* WHAT THE TASK REQUIRES *
Go through the entries below and copy each line that holds the word "North".

* INFORMATION SHOWN *
*** Block opens ***

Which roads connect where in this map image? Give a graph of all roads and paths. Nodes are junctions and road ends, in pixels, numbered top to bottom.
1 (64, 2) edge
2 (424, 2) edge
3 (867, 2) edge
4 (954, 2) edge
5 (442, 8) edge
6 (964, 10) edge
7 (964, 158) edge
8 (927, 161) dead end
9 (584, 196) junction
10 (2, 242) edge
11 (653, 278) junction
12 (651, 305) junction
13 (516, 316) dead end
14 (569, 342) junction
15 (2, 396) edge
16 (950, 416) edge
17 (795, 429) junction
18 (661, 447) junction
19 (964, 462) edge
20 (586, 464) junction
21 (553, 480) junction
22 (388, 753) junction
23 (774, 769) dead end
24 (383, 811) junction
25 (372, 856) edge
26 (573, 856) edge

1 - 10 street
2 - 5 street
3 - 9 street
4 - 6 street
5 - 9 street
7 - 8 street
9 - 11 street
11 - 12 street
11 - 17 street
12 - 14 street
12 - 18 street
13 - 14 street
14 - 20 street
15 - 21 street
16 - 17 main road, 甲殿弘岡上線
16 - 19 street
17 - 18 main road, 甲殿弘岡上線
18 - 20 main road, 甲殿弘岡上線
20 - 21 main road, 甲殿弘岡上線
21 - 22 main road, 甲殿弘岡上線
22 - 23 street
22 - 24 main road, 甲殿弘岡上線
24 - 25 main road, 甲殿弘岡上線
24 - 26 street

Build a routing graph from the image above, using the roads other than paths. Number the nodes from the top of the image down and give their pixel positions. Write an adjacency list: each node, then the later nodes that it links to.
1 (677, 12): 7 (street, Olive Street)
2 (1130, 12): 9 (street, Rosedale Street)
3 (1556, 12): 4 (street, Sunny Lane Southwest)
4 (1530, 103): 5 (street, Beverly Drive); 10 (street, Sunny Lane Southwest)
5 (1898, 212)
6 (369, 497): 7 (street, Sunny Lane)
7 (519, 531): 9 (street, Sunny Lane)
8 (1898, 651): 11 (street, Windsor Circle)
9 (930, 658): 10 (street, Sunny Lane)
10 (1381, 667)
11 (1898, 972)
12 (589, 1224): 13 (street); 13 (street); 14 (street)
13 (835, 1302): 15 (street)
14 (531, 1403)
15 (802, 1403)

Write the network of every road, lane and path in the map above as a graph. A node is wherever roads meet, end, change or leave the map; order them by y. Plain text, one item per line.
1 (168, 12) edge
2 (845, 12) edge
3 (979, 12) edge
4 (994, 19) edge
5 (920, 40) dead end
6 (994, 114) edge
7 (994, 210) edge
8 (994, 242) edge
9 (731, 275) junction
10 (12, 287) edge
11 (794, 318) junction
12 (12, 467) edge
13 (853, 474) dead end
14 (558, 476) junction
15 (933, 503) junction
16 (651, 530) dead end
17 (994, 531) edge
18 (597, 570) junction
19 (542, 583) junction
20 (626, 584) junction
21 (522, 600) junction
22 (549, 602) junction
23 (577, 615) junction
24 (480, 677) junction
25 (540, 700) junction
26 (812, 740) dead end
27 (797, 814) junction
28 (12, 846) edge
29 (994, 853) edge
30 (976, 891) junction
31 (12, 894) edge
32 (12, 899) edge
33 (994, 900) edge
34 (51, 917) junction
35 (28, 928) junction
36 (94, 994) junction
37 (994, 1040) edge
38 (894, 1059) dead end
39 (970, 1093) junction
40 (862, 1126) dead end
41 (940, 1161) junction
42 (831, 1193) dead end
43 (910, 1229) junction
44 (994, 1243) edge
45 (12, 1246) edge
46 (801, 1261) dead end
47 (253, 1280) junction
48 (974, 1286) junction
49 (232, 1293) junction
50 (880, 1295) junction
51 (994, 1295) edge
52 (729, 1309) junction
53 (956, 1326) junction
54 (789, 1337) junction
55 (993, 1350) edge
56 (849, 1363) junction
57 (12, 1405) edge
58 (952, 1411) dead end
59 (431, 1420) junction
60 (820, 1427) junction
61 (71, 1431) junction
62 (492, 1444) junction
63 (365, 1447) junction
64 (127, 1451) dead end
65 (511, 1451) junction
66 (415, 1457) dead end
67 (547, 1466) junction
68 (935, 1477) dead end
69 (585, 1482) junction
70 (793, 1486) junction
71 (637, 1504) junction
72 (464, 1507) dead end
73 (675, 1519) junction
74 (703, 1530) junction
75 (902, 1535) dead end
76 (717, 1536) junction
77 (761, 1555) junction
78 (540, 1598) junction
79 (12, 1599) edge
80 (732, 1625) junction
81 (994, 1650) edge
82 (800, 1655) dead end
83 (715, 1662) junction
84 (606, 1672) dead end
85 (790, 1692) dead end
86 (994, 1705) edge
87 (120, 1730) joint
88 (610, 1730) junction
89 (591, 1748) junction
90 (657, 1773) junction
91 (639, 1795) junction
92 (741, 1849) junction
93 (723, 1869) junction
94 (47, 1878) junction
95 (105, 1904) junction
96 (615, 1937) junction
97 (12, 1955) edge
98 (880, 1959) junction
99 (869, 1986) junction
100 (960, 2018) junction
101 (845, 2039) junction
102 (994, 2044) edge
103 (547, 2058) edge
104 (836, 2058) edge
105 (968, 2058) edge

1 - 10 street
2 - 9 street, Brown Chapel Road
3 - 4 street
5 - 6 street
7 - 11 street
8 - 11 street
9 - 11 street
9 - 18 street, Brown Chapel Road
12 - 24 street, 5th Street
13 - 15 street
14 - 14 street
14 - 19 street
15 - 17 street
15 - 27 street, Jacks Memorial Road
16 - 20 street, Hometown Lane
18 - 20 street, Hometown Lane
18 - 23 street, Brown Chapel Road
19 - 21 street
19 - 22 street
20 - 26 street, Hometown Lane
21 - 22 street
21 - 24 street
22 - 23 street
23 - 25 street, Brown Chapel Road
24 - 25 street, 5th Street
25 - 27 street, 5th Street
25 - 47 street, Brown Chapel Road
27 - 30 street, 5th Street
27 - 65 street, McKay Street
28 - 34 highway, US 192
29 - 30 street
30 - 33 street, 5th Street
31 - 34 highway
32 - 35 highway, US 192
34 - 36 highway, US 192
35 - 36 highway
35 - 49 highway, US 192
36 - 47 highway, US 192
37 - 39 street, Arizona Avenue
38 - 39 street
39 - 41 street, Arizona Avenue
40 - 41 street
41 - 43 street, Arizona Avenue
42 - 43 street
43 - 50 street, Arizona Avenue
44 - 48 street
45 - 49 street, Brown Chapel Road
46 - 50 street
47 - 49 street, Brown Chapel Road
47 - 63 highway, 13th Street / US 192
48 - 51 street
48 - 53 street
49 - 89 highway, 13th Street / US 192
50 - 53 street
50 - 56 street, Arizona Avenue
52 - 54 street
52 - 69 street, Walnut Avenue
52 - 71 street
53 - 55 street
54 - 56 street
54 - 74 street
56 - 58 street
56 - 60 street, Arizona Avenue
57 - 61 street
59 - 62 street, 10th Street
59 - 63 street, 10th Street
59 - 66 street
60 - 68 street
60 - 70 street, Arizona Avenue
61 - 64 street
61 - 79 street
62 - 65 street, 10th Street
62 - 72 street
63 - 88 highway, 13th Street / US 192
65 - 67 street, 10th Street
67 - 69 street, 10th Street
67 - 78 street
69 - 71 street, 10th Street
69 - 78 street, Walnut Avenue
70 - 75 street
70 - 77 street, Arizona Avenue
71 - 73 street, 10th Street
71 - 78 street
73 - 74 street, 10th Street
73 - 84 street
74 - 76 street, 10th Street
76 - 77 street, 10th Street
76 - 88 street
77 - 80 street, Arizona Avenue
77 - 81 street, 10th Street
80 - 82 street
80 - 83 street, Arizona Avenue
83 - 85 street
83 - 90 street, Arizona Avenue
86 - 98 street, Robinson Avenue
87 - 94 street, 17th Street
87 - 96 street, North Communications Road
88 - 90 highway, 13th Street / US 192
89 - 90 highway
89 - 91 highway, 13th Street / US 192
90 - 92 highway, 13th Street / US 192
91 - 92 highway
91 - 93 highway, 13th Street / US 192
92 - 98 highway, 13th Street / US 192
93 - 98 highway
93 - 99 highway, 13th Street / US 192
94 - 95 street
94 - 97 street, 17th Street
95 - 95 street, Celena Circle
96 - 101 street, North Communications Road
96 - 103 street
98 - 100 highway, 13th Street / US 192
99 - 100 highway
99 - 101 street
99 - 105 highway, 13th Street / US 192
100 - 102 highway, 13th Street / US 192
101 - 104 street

*** Block closes ***

* RESULT OF THE TASK *
87 - 96 street, North Communications Road
96 - 101 street, North Communications Road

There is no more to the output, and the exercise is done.